Girgis has written and talked about a historical defense of marriage between a man and a woman going back to ancient philosophers such as Cicero and Plato. He's pursuing a law degree at Yale University and a doctorate in philosophy in Princeton University.

"The fact is you're still a student. Someone else is still grading your papers," said attorney Ken Mogill, co-counsel for two Detroit-area nurses challenging the gay-marriage ban.

U.S. District Judge Bernard Friedman said Girgis is smart, articulate and bound to become an expert in his field.

"But not quite yet," Friedman said.

The trial entered its second week Monday. Earlier in the day, Lisa Brown, a Democrat and the elected clerk of Oakland County, was asked about an email sent last October from the attorney general's office during a hearing in the case.

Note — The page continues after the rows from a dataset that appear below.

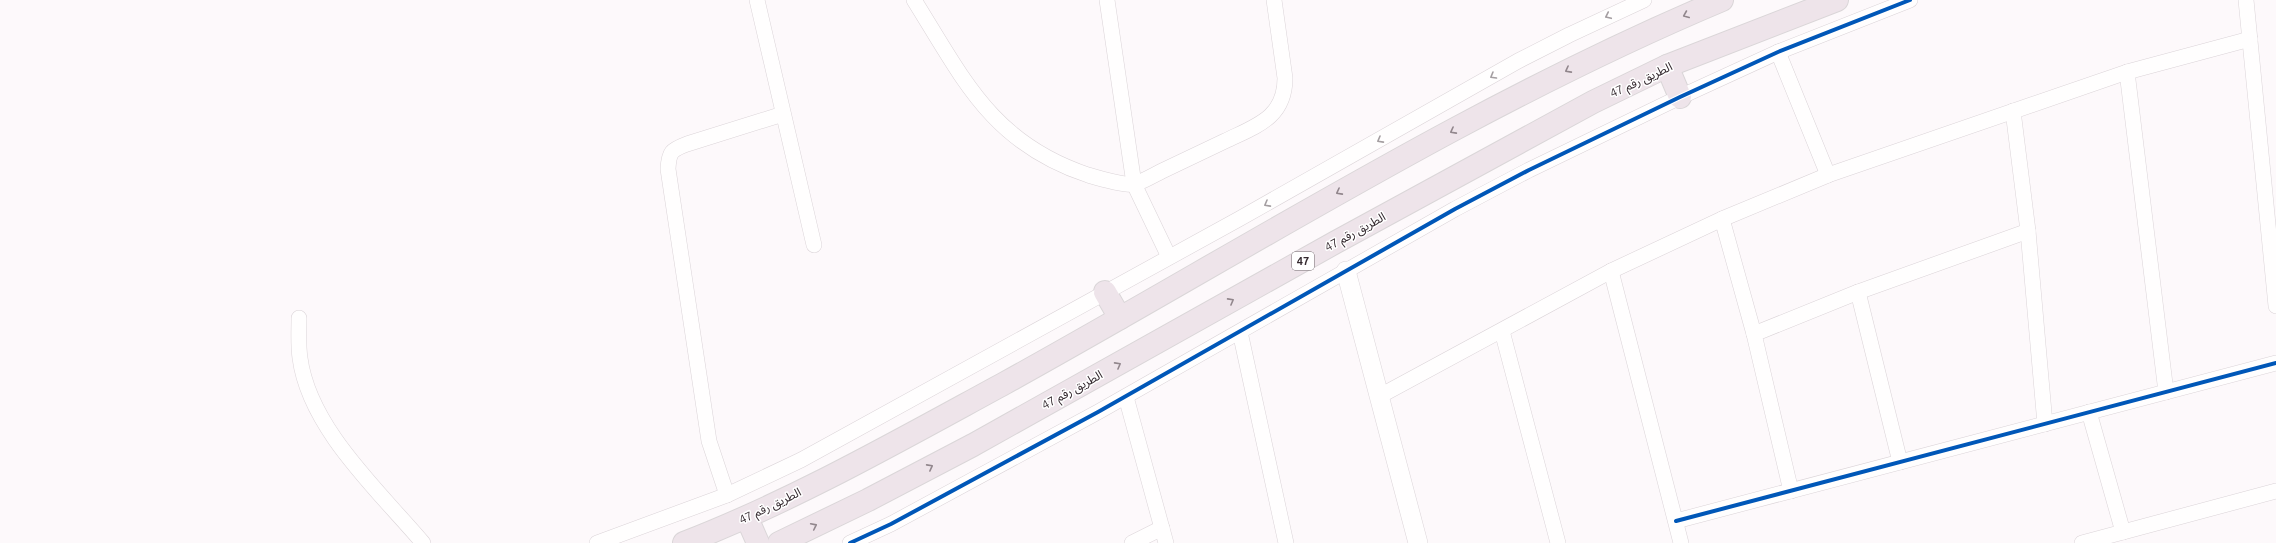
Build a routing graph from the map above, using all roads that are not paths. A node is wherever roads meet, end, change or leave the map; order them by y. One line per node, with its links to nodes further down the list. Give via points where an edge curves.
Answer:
1 (757, 0): 16 (street)
2 (914, 0): 18 (street, via 978,102 1003,128 1032,150 1064,167 1098,178)
3 (1107, 0): 18 (street)
4 (1274, 0): 18 (street, via 1285,78 1281,104 1262,123)
5 (1644, 0): 22 (street, one-way to 22, via 1518,61)
6 (1722, 0): 29 (highway, الطريق رقم 47, one-way to 29, via 1578,64 1498,106 1310,208)
7 (1836, 0): 12 (highway, الطريق رقم 47 / 47)
8 (1910, 0): 11 (street)
9 (2246, 0): 10 (street)
10 (2250, 39): 13 (street); 27 (street)
11 (1778, 52): 14 (street); 17 (street)
12 (1667, 66): 14 (highway); 51 (highway, الطريق رقم 47 / 47, one-way to 12, via 973,445 1336,242 1594,102)
13 (2127, 72): 15 (street); 34 (street)
14 (1680, 97): 23 (street, via 1462,205)
15 (2013, 111): 17 (street); 20 (street)
16 (783, 114): 21 (street); 42 (street, via 686,144 674,149 668,157 708,435)
17 (1828, 175): 19 (street)
18 (1134, 184): 22 (street)
19 (1722, 219): 24 (street); 32 (street)
20 (2028, 231): 26 (street); 38 (street)
21 (814, 245)
22 (1168, 257): 25 (street)
23 (1346, 271): 31 (street); 36 (street)
24 (1611, 271): 30 (street); 44 (street)
25 (1106, 292): 29 (highway); 42 (street, via 801,460)
26 (1858, 292): 32 (street); 39 (street)
27 (2276, 306)
28 (299, 318): 47 (street, via 300,358 309,391 320,416 338,444)
29 (1120, 318): 43 (highway, الطريق رقم 47, via 959,408)
30 (1502, 331): 36 (street); 57 (street)
31 (1240, 332): 35 (street); 55 (street)
32 (1754, 334): 40 (street)
33 (2276, 363): 34 (street)
34 (2166, 392): 37 (street)
35 (1126, 396): 45 (street); 52 (street, via 964,485)
36 (1378, 397): 56 (street)
37 (2088, 412): 38 (street); 46 (street)
38 (2045, 424): 39 (street)
39 (1900, 462): 40 (street)
40 (1791, 491): 44 (street)
41 (2276, 491): 46 (street)
42 (727, 495): 48 (street)
43 (747, 518): 49 (highway, الطريق رقم 47); 50 (highway)
44 (1676, 521): 58 (street)
45 (1162, 528): 53 (street); 54 (street)
46 (2122, 532): 59 (street)
47 (423, 543)
48 (597, 543)
49 (684, 543)
50 (758, 543)
51 (779, 543)
52 (850, 543)
53 (1132, 543)
54 (1166, 543)
55 (1286, 543)
56 (1418, 543)
57 (1558, 543)
58 (1681, 543)
59 (2082, 543)

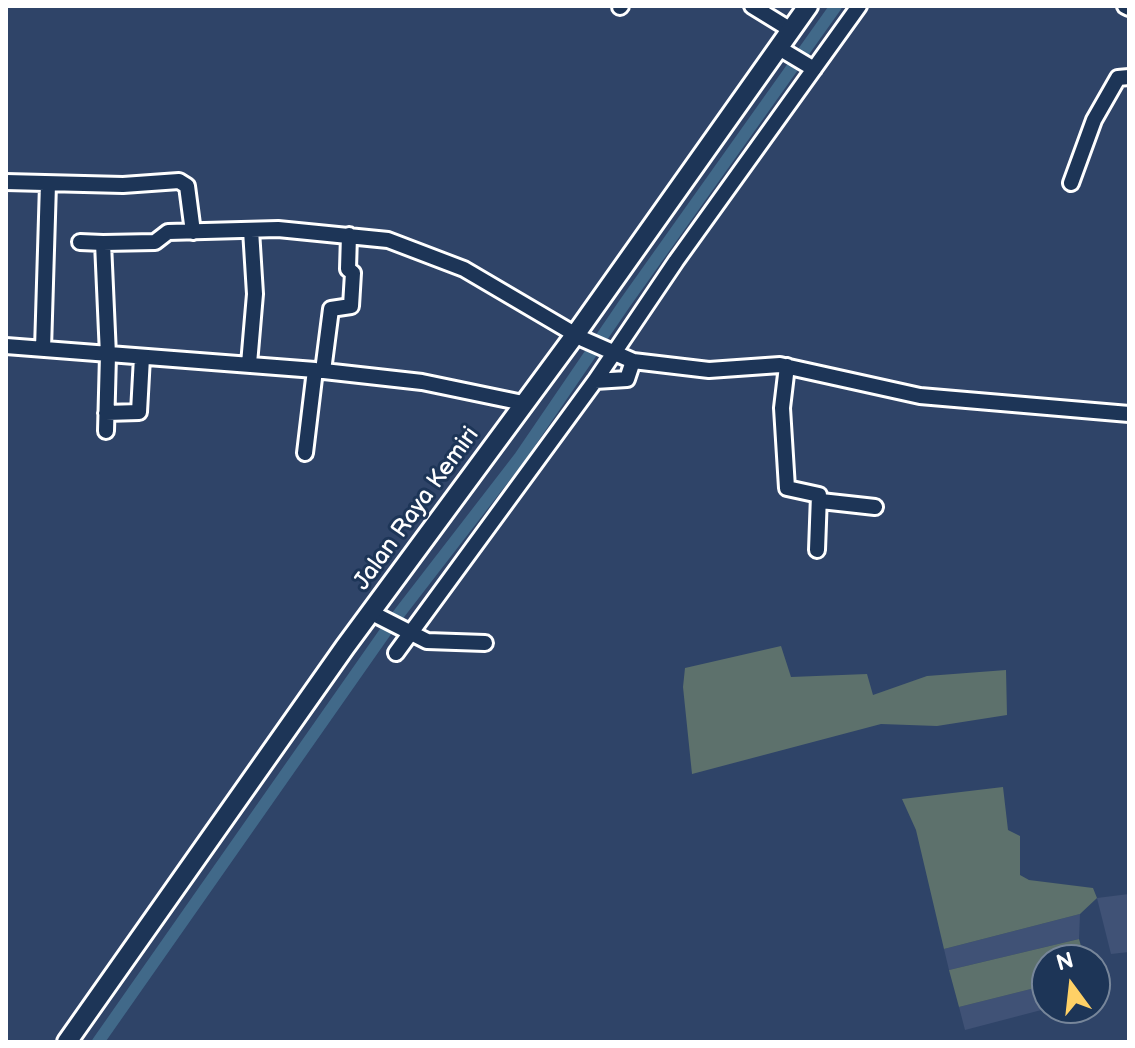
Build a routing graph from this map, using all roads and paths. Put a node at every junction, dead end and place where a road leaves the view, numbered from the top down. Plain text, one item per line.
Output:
1 (752, 6) edge
2 (808, 6) edge
3 (859, 6) edge
4 (791, 30) junction
5 (783, 50) junction
6 (813, 68) junction
7 (1129, 77) edge
8 (6, 182) edge
9 (1071, 183) dead end
10 (48, 184) junction
11 (251, 230) junction
12 (193, 232) junction
13 (349, 235) junction
14 (80, 242) dead end
15 (103, 243) junction
16 (579, 337) junction
17 (6, 346) edge
18 (43, 349) junction
19 (611, 354) junction
20 (108, 355) junction
21 (142, 357) junction
22 (633, 361) junction
23 (249, 364) junction
24 (787, 366) junction
25 (319, 370) junction
26 (595, 381) junction
27 (523, 403) junction
28 (106, 413) junction
29 (1129, 414) edge
30 (106, 431) dead end
31 (305, 453) dead end
32 (821, 501) junction
33 (875, 507) dead end
34 (817, 550) dead end
35 (375, 615) junction
36 (409, 633) junction
37 (485, 643) dead end
38 (396, 653) dead end
39 (67, 1042) edge

1 - 4 street
2 - 4 main road, Jalan Raya Kemiri
3 - 6 street
4 - 5 main road, Jalan Raya Kemiri
5 - 6 street
5 - 16 main road, Jalan Raya Kemiri
6 - 19 street
7 - 9 street
8 - 10 street
10 - 12 street
10 - 18 street
11 - 12 street
11 - 13 street
11 - 23 street
12 - 15 street
13 - 16 street
13 - 25 street
14 - 15 street
15 - 20 street
16 - 19 street
16 - 27 main road, Jalan Raya Kemiri
17 - 18 street
18 - 20 street
19 - 22 street
19 - 26 street
20 - 21 street
20 - 28 street
21 - 23 street
21 - 28 street
22 - 24 street
22 - 26 street
23 - 25 street
24 - 29 street
24 - 32 street
25 - 27 street
25 - 31 street
26 - 36 street
27 - 35 main road, Jalan Raya Kemiri
28 - 30 street
32 - 33 street
32 - 34 street
35 - 36 street
35 - 39 main road, Jalan Raya Kemiri
36 - 37 street
36 - 38 street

Attorney General Bill Schuette, a Republican, had warned counties not to issue marriage licenses to same-sex couples, even if the judge threw out the ban at that time. The state said other legal moves would be in the works.

Friedman, however, took no action and instead ordered a trial, which began Feb. 25.

"My job is to follow what the judge says, not what the attorney general says," said Brown, who supports gay marriage.